Going into the 2017 I-League season, there were high expectations on Bengaluru FC. Not only were the Southern Eagles the defending champions, they had a squad studded with experienced campaigners and promising talents - Sunil Chhetri, CK Vineeth, Eugeneson Lyngdoh, Sandesh Jhingan, Harmanjot Khabra, Udanta Singh and the list goes on. To add to that, foreign recruits Juanan and John Johnson along with Cameron Watson meant that the Bengaluru FC squad had an aura of invincibility even before the season began.
On top of all this, they were coming off a scintillating 2016 AFC Cup campaign. The first three games - all home wins - only went on to reassert this aura as Albert Roca's possession-based gameplay seemed to be bearing fruits. He was also experimenting with a three-man defence with Watson dropping back and Khabra and Ralte playing more as wing backs. Though it seemed to work at first, the first signs of cracks appeared in the away game against East Bengal FC - the first real test Roca's side faced this season.
The slow Bengaluru defence was mercilessly exploited by Trevor Morgan's pacy attackers who launched the ball forward on counters and chased them down, much to the chagrin of The Blues' defenders. The final scoreline of 2-1 in favour of the home side was perhaps more flattering for Bengaluru than the game actually was.
Disconcertingly, Eugeneson Lyngdoh who dictates the gameplay in midfield was having a shoddy season which coincided with Sunil Chhetri's loss of form in the early part of the season.
The most concerning fact was that Roca failed to change his possession-based approach to the game despite being found out repeatedly by East Bengal. He went on to assert a couple of times that he will not change the way his team builds up attacks. The problem with this approach was that once they lost the ball, Bengaluru's defenders did not have the pace to retrieve it and prevent counterattacks.
Chesterpoul Lyngdoh and Surabuddin Mollick profited from the slow Bengaluru defence next, helping Churchill Brothers to their only win in the league this season. The injury to Sandesh Jhingan was also a setback and the highly-rated defender returned only for last Saturday's game where he inadvertently scored an own goal that denied Bengaluru a win against Minerva Punjab.
The Blues are now winless in five games in all competitions (of which four were away) and a season that began like a roaring waterfall has trickled down to a narrow stream.
All of a sudden, a three-horse race for the I-League title seems to have narrowed down to a two-horse one. Now at fifth position on the table, Bengaluru are in serious danger of mirroring the season East Bengal had in 2008-09.
The Red and Golds, coached by Manoranjan Bhattacharya, arguably had the best Indian contingent in the competition. Sunil Chhetri had just become the poster-boy of Indian football, having scored a hat-trick in the AFC Challenge Cup final and ensuring India’s qualification in the AFC Asian Cup for the first time since 1984. They had a stellar supporting cast as well; the likes of Renedy Singh, Mehrajuddin Wadoo, Subrata Paul, Syed Rahim Nabi were all regulars in the national team in their prime.

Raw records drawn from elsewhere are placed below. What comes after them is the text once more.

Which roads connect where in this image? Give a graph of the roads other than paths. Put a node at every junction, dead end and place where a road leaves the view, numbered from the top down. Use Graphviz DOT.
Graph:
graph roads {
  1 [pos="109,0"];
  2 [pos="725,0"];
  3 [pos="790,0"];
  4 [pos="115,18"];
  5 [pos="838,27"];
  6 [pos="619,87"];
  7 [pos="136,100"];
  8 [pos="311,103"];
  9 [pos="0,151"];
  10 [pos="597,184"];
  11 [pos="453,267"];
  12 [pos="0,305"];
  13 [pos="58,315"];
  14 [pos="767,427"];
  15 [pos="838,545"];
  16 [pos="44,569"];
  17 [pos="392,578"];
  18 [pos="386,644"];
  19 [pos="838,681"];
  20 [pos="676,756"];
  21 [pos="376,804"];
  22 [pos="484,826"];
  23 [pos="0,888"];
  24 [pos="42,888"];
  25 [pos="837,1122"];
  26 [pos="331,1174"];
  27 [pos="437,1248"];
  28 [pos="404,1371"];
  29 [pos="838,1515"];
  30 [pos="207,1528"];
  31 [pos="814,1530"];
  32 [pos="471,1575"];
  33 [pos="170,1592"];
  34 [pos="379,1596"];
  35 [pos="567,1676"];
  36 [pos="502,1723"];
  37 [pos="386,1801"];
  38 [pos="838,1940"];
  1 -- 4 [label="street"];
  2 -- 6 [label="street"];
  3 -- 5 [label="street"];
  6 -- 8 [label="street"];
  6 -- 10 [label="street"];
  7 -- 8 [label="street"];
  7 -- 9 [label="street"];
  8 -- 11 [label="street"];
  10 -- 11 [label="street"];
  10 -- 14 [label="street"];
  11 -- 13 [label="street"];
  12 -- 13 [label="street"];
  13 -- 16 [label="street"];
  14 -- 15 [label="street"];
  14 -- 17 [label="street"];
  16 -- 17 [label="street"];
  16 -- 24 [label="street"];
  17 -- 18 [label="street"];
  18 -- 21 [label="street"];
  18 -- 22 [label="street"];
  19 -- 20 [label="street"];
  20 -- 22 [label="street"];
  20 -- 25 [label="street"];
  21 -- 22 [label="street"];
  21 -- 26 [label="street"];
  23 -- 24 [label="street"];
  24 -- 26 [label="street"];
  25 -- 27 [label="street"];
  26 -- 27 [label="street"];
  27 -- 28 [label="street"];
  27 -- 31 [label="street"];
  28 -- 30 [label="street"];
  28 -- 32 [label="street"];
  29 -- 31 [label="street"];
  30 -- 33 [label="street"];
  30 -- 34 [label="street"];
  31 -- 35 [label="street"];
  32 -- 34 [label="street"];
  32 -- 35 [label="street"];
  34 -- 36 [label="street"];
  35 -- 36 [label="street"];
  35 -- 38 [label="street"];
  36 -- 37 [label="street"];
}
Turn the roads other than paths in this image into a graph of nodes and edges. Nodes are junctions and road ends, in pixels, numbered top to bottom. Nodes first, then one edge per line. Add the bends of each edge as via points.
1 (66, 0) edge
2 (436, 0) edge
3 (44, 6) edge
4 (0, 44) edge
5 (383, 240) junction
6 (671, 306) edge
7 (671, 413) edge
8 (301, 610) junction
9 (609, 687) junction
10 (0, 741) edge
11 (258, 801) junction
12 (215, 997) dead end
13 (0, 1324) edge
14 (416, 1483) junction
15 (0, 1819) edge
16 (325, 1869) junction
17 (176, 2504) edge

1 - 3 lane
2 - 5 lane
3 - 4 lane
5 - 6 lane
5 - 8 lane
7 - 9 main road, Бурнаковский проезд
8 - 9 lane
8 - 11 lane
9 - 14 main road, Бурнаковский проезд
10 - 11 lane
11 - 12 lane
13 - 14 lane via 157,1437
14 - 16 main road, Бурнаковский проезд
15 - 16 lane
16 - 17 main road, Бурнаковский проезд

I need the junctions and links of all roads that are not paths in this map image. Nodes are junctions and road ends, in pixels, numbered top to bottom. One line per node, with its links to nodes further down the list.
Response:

However, their strength on paper was not translated into displays on the pitch. The team had a horrific journey on the road, winning only one of its 11 away encounters – a club record in the National Football League/I-League era. Despite changing coaches twice and bringing in Stanley Rozario and Subhash Bhowmick, it was baffling to see how they struggled as a unit, punching much below the sum of their individual weights.
But those were very different days in Indian football. You could put money on anyone among Churchill Brothers, Sporting Clube de Goa, Dempo, Mahindra United or the two Kolkata clubs to win the league title. Now, it’s a three-team race, with all due respect to Aizawl FC and Shillong Lajong. Finishing fourth or worse in this campaign will be counted as a result worse than East Bengal’s sixth place finish in 2009, which is the worst ever showing by such a strong squad.
To avoid this debacle and reduce their gap with the two Kolkata giants, Roca will have to sort the issues. The new striker to be signed by the club will not be available before the home game against East Bengal, which is touted to be a six-pointer.
Till date, all I-League champions in the history have seen their foreigners playing a decisive role. This is in exact contrast with the defending champions, who have seen their two foreign centre-backs, John Johnson and Juanan, struggle on the field and then getting suspended for violating the code of conduct. Only a single goal has come from the foreigners that too from Roby Norales who has already departed for cross-town outfit Ozone FC. No other side in the competition has a worse record in this aspect.
Help Eugeneson Lyngdoh get back his form, mix some prudence to the ‘tiki-taka’ and find a foreign striker who can take the load off the back of CK Vineeth and Sunil Chhetri. Everyone knows about the remedies of the Blues’ problems, but Roca has to carry out the operation soon to resist any further damage.